We all know how difficult it is to live in the mountains. With high elevation and lower temperatures, we often find ourselves feeling dehydrated more often than not.

Between keeping up with our daily activities and breathing mountain air that’s drier than anything you’ve ever felt before, dehydration can be an issue for anyone living in the mountains. The best way to combat this?

  • Bring a bottle of water with you wherever you go
  • Buy reusable water bottles so that every day starts fresh
  • Pack snacks like granola bars or trail mix for when your energy levels plummet
  • Stay hydrated by drinking water throughout your day
  • A bottle of water should always be on hand when out and about – or buy reusable bottles that you can refill

Extra Clothes

The mountain air will always be more incredible than the valley. It is important to pack clothing that is appropriate for the climate and weather conditions. Pack a few extra layers to stay comfortable and warm during your trip!

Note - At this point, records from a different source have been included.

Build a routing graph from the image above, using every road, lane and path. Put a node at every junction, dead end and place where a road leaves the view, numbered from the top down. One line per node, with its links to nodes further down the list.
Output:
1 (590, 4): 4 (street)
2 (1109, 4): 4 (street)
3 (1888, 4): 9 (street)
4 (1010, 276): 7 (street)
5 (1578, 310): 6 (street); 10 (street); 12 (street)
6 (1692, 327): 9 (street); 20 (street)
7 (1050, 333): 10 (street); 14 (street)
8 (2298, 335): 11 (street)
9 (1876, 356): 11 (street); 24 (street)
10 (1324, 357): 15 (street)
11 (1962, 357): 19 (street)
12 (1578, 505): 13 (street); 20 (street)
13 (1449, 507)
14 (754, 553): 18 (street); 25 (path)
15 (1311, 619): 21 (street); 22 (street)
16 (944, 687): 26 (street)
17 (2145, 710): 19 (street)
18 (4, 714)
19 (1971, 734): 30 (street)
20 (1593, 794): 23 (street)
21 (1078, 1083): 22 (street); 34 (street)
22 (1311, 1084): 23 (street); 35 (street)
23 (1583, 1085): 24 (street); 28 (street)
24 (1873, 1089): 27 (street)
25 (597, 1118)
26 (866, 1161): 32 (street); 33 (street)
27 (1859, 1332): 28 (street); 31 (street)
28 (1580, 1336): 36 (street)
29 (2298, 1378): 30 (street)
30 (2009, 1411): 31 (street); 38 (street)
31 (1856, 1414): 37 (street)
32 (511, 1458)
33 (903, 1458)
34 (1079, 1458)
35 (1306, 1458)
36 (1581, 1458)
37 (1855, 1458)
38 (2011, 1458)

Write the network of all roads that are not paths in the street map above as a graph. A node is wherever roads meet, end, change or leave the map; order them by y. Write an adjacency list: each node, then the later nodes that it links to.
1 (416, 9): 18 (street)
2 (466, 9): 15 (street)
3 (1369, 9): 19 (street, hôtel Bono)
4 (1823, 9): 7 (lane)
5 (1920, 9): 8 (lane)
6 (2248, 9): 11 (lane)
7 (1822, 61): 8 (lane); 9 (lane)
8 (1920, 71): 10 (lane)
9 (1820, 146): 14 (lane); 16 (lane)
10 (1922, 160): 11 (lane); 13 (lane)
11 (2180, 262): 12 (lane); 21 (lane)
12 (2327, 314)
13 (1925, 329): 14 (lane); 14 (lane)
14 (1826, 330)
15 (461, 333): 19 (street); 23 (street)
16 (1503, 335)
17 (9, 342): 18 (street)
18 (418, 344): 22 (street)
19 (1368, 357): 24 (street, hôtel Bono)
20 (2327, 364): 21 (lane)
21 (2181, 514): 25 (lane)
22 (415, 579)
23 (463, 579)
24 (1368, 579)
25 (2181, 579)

Here are some of our favorite clothes for living in the mountains:   

Wool socks

Wool socks are great because they keep your feet from sweating all day long. They also provide insulation, so you can wear them with flip-flops or sandals even when it’s cold outside.

Hiking boots/sneakers

When hiking through nature, it’s best to have footwear that provides stability while walking on uneven ground, such as rocks, tree roots, and mud. These are also great for walking around the campground or even exploring in your new town.


Note that an extra layer of long underwear can add warmth without adding too much weight.

Hat or Balaclava

A different hat or balaclava will provide more warmth than any other article of clothing for its weight.

Extra blankets and pillows

When you’re camping, it’s always good to prepare with extra bedding so that if someone is too cold, they can pile on more blankets! It might not sound like a big deal, but being able to warm up by adding another blanket efficiently makes all the difference when trying to sleep comfortably at night. 

An inflatable mattress

Sleeping on an air mattress provides insulation from the ground, keeping you warmer during those chilly mountain nights. This one has a built-in pump for convenience.

A down comforter

A fluffy and cozy down comforter will keep you warm all night, no matter what the temperature is outside.

A sleeping bag

When looking for a good quality sleeping bag, make sure it has a few extra inches of length and width to provide more warmth. This one from REI also packs down small making it easier to store in your camper!

You may read it: Top five most beautiful places in the world


The Mountains are a place that many people love to visit. And for a good reason! The air is fresh, the scenery is beautiful, and you can live in peace and solitude.

But if you want to make your stay complete – or simply want to enjoy it more often – there are 11 essentials that every mountain dweller should have on hand at all times.

You never know when Mother Nature will show her teeth, so having these items handy makes sense even if you’re not planning a weekend getaway right now.

What’s the one thing we missed from our list? Let us know what other “must-haves” belong on this list by commenting below!